Mony Mony – Tommy James and the Shondells

I remember one night around this time in 1968, I was just a little kid and my amazing big sister Peggy let me tag along in the back seat on a run with her boyfriend to the local burger shack. He was driving a 1966 white Chevy Impala convertible with red interior, top down on a beautiful warm starry night when this song came on the radio, cranked up loud, and I was never the same after that, in a good way.


Reach Out Of The Darkness – Friend & Lover

The husband-and-wife team of Jim and Cathy Post threw three song fragments together and somehow managed to catch the zeitgeist of the day – well it was groovy that people were finally getting together – but many people thought they were singing “freak out in the darkness”, which would have been even groovier.

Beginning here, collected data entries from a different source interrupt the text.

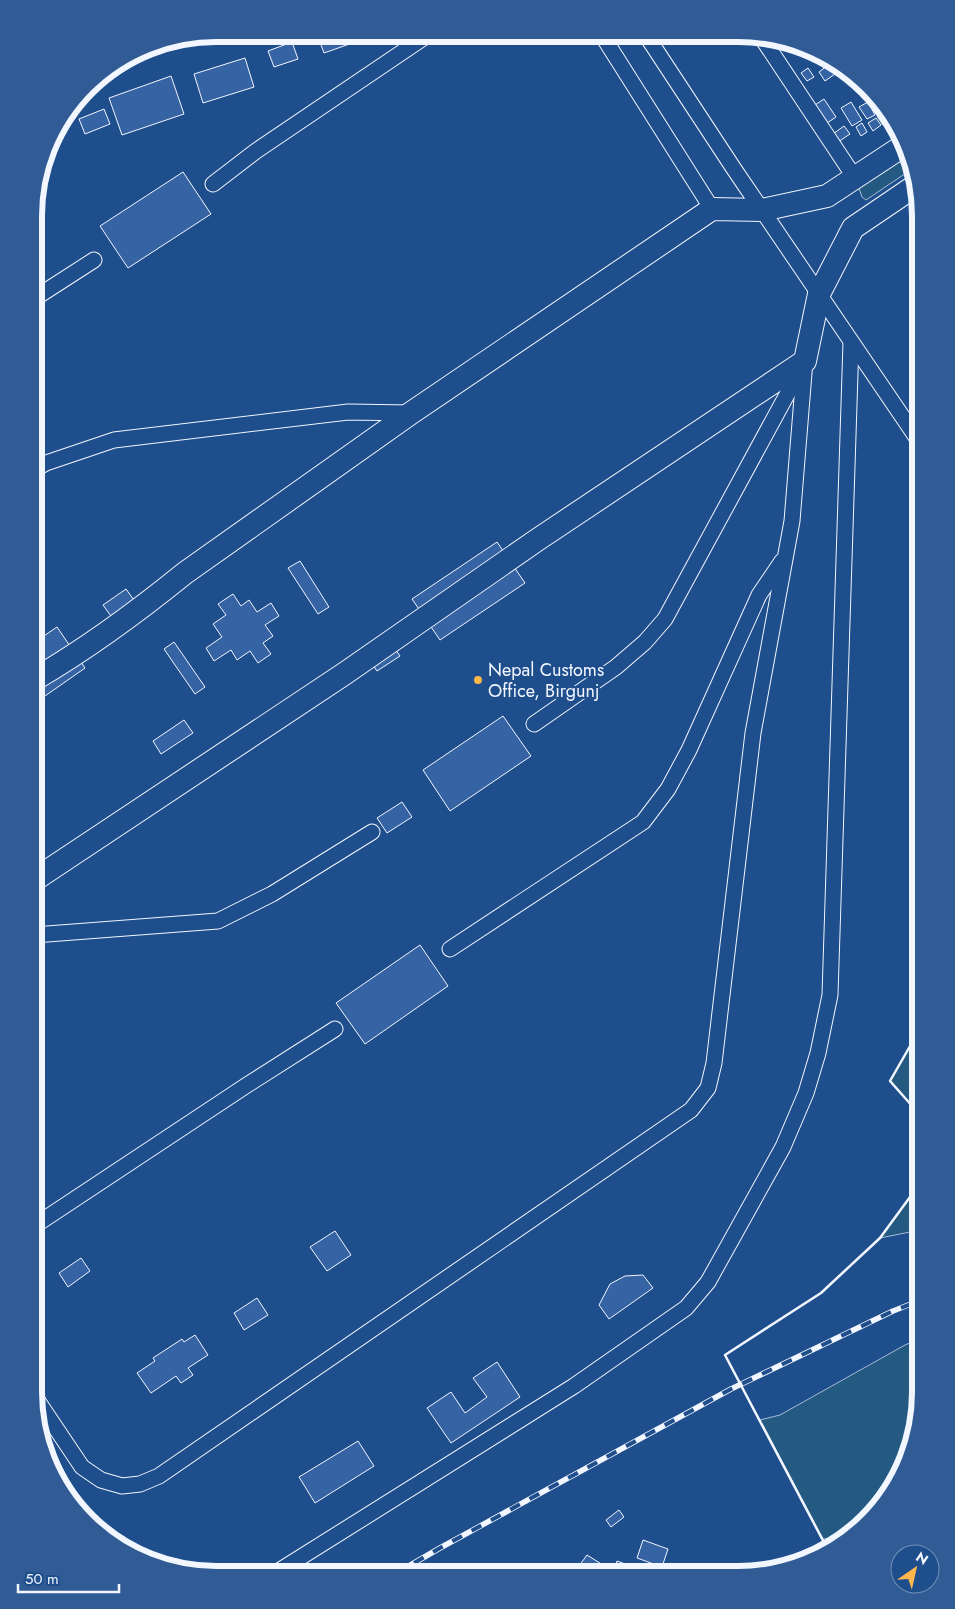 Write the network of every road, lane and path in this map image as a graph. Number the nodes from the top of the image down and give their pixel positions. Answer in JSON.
{"nodes":[{"id":1,"x":417,"y":42,"type":"edge"},
{"id":2,"x":606,"y":42,"type":"edge"},
{"id":3,"x":651,"y":42,"type":"edge"},
{"id":4,"x":767,"y":45,"type":"edge"},
{"id":5,"x":898,"y":149,"type":"edge"},
{"id":6,"x":854,"y":178,"type":"junction"},
{"id":7,"x":213,"y":184,"type":"dead end"},
{"id":8,"x":910,"y":189,"type":"edge"},
{"id":9,"x":712,"y":209,"type":"junction"},
{"id":10,"x":762,"y":210,"type":"junction"},
{"id":11,"x":94,"y":260,"type":"dead end"},
{"id":12,"x":42,"y":293,"type":"edge"},
{"id":13,"x":819,"y":294,"type":"junction"},
{"id":14,"x":852,"y":342,"type":"junction"},
{"id":15,"x":805,"y":361,"type":"junction"},
{"id":16,"x":411,"y":413,"type":"junction"},
{"id":17,"x":912,"y":431,"type":"edge"},
{"id":18,"x":42,"y":465,"type":"edge"},
{"id":19,"x":786,"y":555,"type":"junction"},
{"id":20,"x":42,"y":675,"type":"edge"},
{"id":21,"x":534,"y":724,"type":"dead end"},
{"id":22,"x":372,"y":832,"type":"dead end"},
{"id":23,"x":42,"y":875,"type":"edge"},
{"id":24,"x":42,"y":934,"type":"edge"},
{"id":25,"x":450,"y":949,"type":"dead end"},
{"id":26,"x":335,"y":1029,"type":"dead end"},
{"id":27,"x":42,"y":1221,"type":"edge"},
{"id":28,"x":44,"y":1410,"type":"edge"},
{"id":29,"x":287,"y":1566,"type":"edge"}],
"edges":[{"from":1,"to":7,"type":"street"},
{"from":2,"to":9,"type":"street"},
{"from":3,"to":10,"type":"street"},
{"from":4,"to":6,"type":"street"},
{"from":5,"to":6,"type":"highway"},
{"from":6,"to":10,"type":"highway"},
{"from":8,"to":13,"type":"highway"},
{"from":9,"to":10,"type":"highway"},
{"from":9,"to":16,"type":"highway"},
{"from":10,"to":13,"type":"street"},
{"from":11,"to":12,"type":"street"},
{"from":13,"to":14,"type":"street"},
{"from":13,"to":15,"type":"highway"},
{"from":14,"to":17,"type":"street"},
{"from":14,"to":29,"type":"street"},
{"from":15,"to":19,"type":"street"},
{"from":15,"to":21,"type":"street"},
{"from":15,"to":23,"type":"highway"},
{"from":16,"to":18,"type":"street"},
{"from":16,"to":20,"type":"highway"},
{"from":19,"to":25,"type":"street"},
{"from":19,"to":28,"type":"street"},
{"from":22,"to":24,"type":"street"},
{"from":26,"to":27,"type":"street"}]}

I’d Like To Get To Know You – Spanky And Our Gang

This one is a real cultural artifact, it’s almost as if 1968 is the only year it could have been made. They called it “sunshine pop”, and it is certainly that (Spanky McFarlane could really sing), but the real highlight is the semi-psychedelic breakdown in the last part of the song, because in 1968 even the poppiest of pop songs wanted to be just a little bit trippy too.

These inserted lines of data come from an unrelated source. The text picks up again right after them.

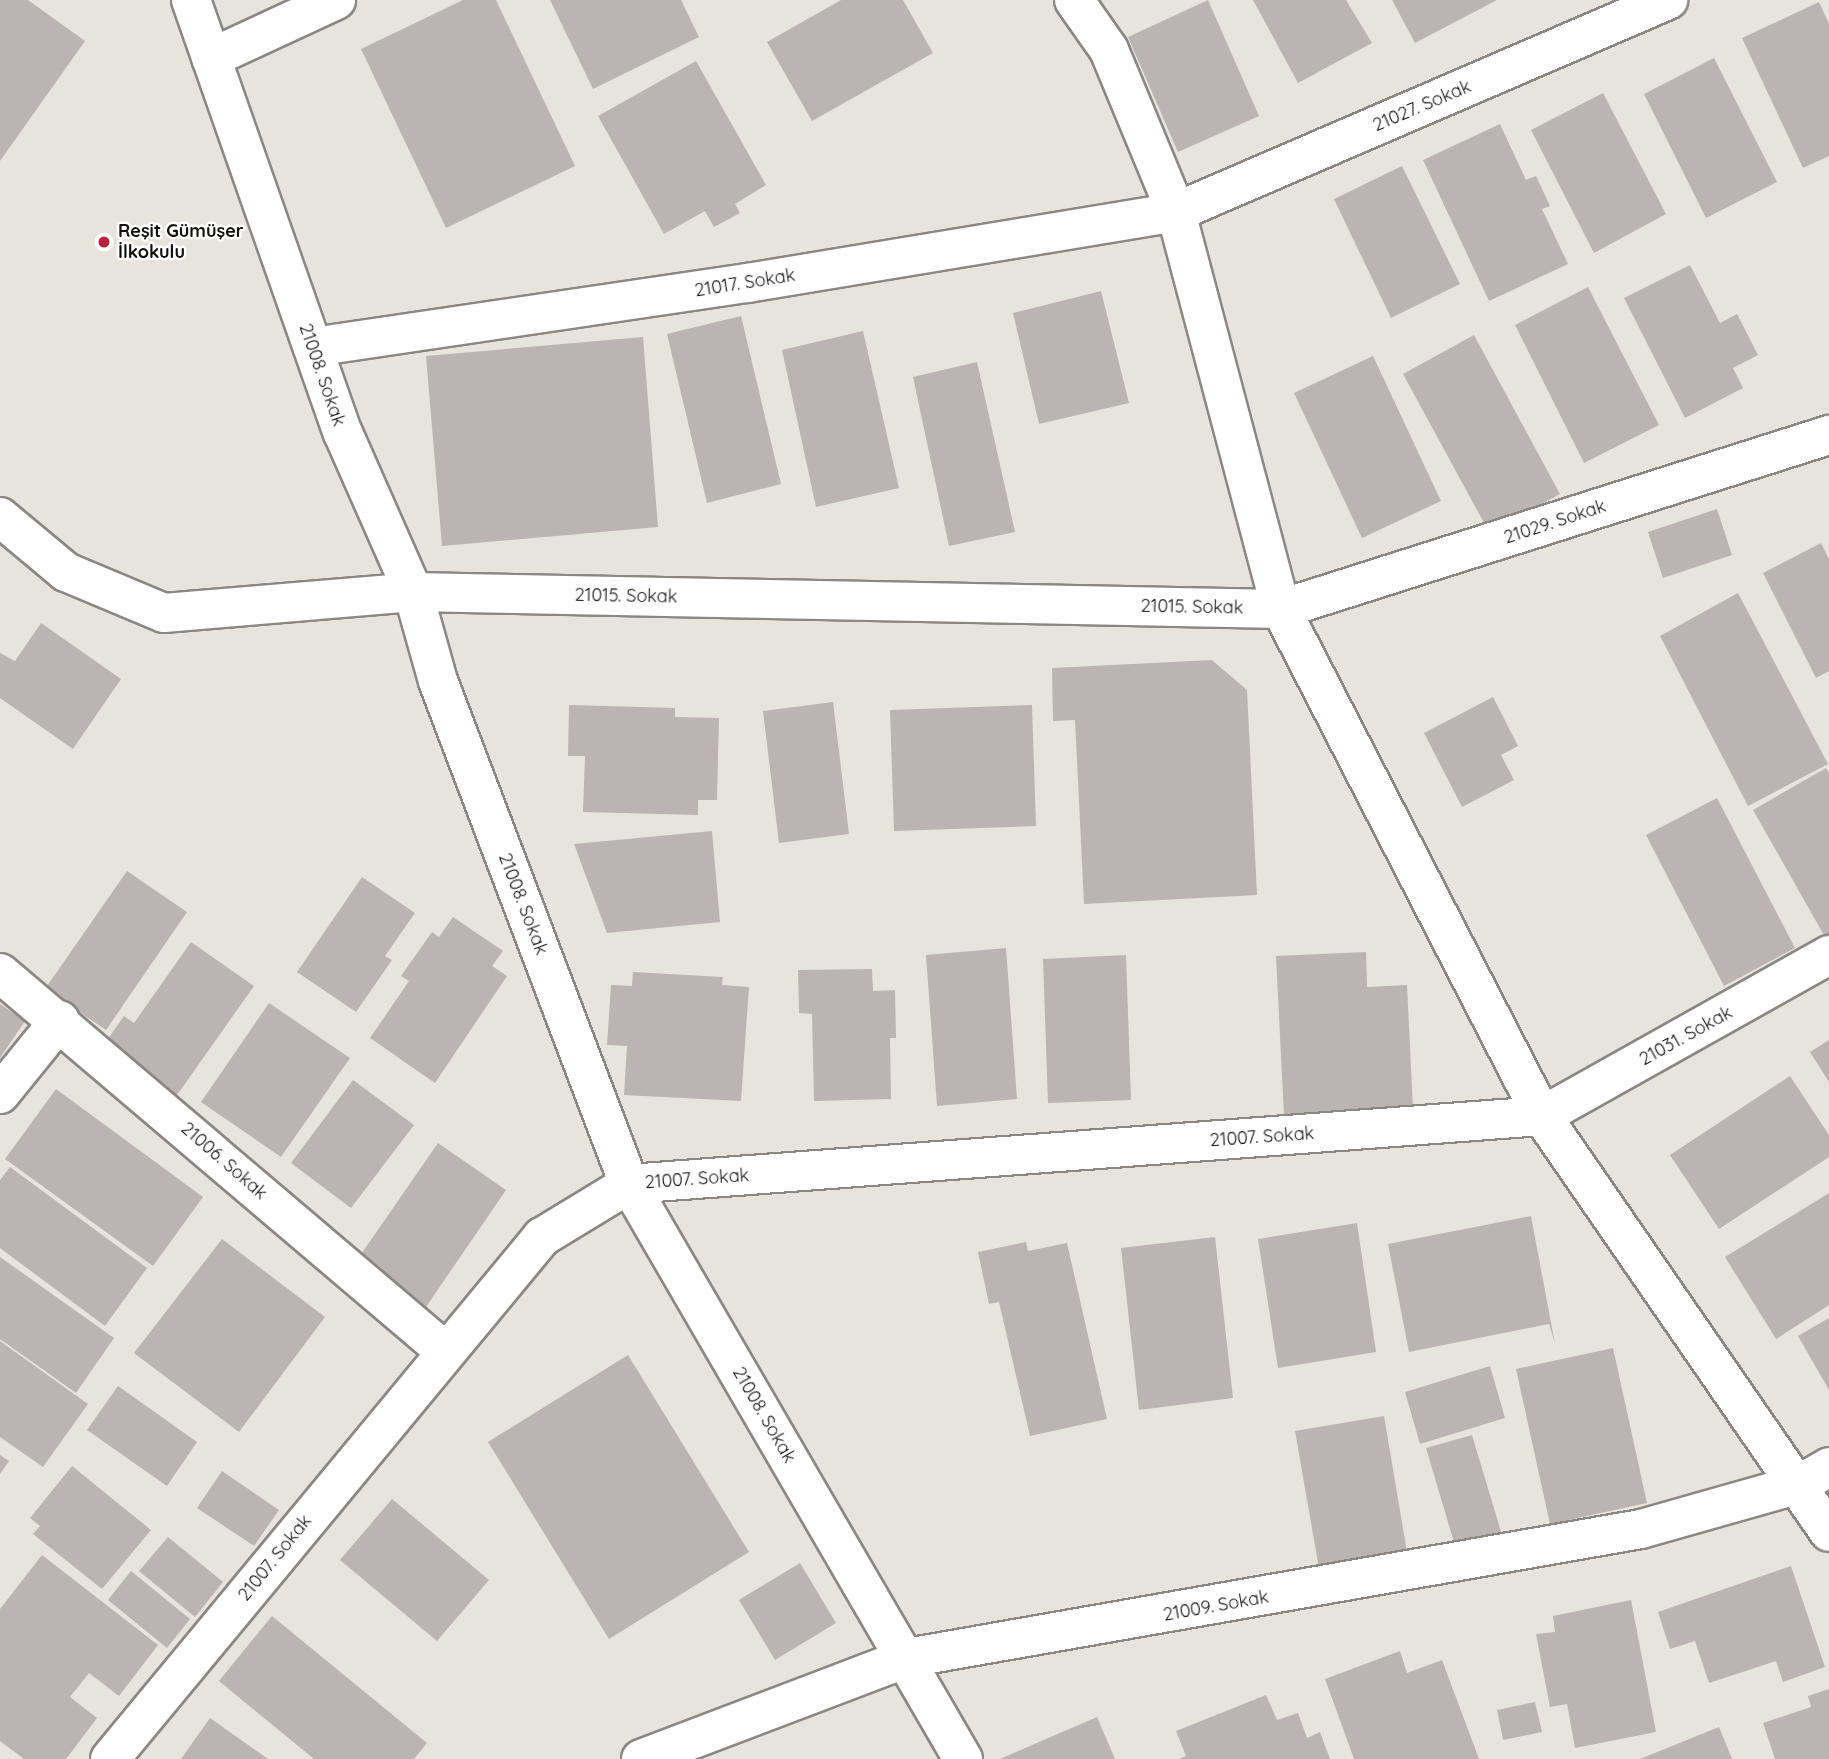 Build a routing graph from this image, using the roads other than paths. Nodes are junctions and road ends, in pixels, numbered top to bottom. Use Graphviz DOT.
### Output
graph roads {
  1 [pos="191,0"];
  2 [pos="336,0"];
  3 [pos="1074,0"];
  4 [pos="1668,0"];
  5 [pos="211,58"];
  6 [pos="1176,212"];
  7 [pos="313,347"];
  8 [pos="1829,435"];
  9 [pos="0,517"];
  10 [pos="413,592"];
  11 [pos="1280,609"];
  12 [pos="1829,955"];
  13 [pos="0,973"];
  14 [pos="60,1020"];
  15 [pos="0,1094"];
  16 [pos="1542,1116"];
  17 [pos="629,1184"];
  18 [pos="445,1352"];
  19 [pos="1814,1476"];
  20 [pos="1829,1532"];
  21 [pos="907,1658"];
  22 [pos="110,1759"];
  23 [pos="641,1759"];
  24 [pos="963,1759"];
  1 -- 5 [label="street, 21008. Sokak"];
  2 -- 5 [label="street"];
  3 -- 6 [label="street"];
  4 -- 6 [label="street, 21027. Sokak"];
  5 -- 7 [label="street, 21008. Sokak"];
  6 -- 7 [label="street, 21017. Sokak"];
  6 -- 11 [label="street"];
  7 -- 10 [label="street, 21008. Sokak"];
  8 -- 11 [label="street, 21029. Sokak"];
  9 -- 10 [label="street, 21015. Sokak"];
  10 -- 11 [label="street, 21015. Sokak"];
  10 -- 17 [label="street, 21008. Sokak"];
  11 -- 16 [label="street"];
  12 -- 16 [label="street, 21031. Sokak"];
  13 -- 14 [label="street, 21006. Sokak"];
  14 -- 15 [label="street"];
  14 -- 18 [label="street, 21006. Sokak"];
  16 -- 17 [label="street, 21007. Sokak"];
  16 -- 19 [label="street"];
  17 -- 18 [label="street, 21007. Sokak"];
  17 -- 21 [label="street, 21008. Sokak"];
  18 -- 22 [label="street, 21007. Sokak"];
  19 -- 20 [label="street"];
  19 -- 21 [label="street, 21009. Sokak"];
  21 -- 23 [label="street, 21009. Sokak"];
  21 -- 24 [label="street, 21008. Sokak"];
}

Other Big Hits In June 1968 Include:

It’s A Beautiful Morning — Rascals
Think — Aretha Franklin
This Guy’s in Love — Herb Alpert
Ain’t Nothing Like The Real Thing — Marvin Gaye and Tammi Terrell
Angel Of The Morning — Merrilee Rush
Love Is All Around — The Troggs
Stoned Soul Picnic — The 5th Dimension
The Horse — Cliff Nobles & Co.

2 comments to “50 Year Flashback: 10 Big Songs From June 1968”
  1. MacArthur Park is really a good, moody song.
    It obviously tells a story of sorts which is a lost love/time situation, yet it has an uplifting message-that you can move on and still have happiness and so forth.
    Jimmy Web is quite talented and creative.
    Songs like -Up, Up And Away- were/are fun to listen to.
    And,Richard Harrison did a good rendering of the words, it was heartfelt. Webb deserves good credit and…you know…I could use an uplifting message, to feel good and
    optimistic, so I will now play Up Up And Away, how baout that.

  2. Ah, sorry I said ‘Harrison’ instead of Harris.
    I had just read a piece about George Harrison so that was that.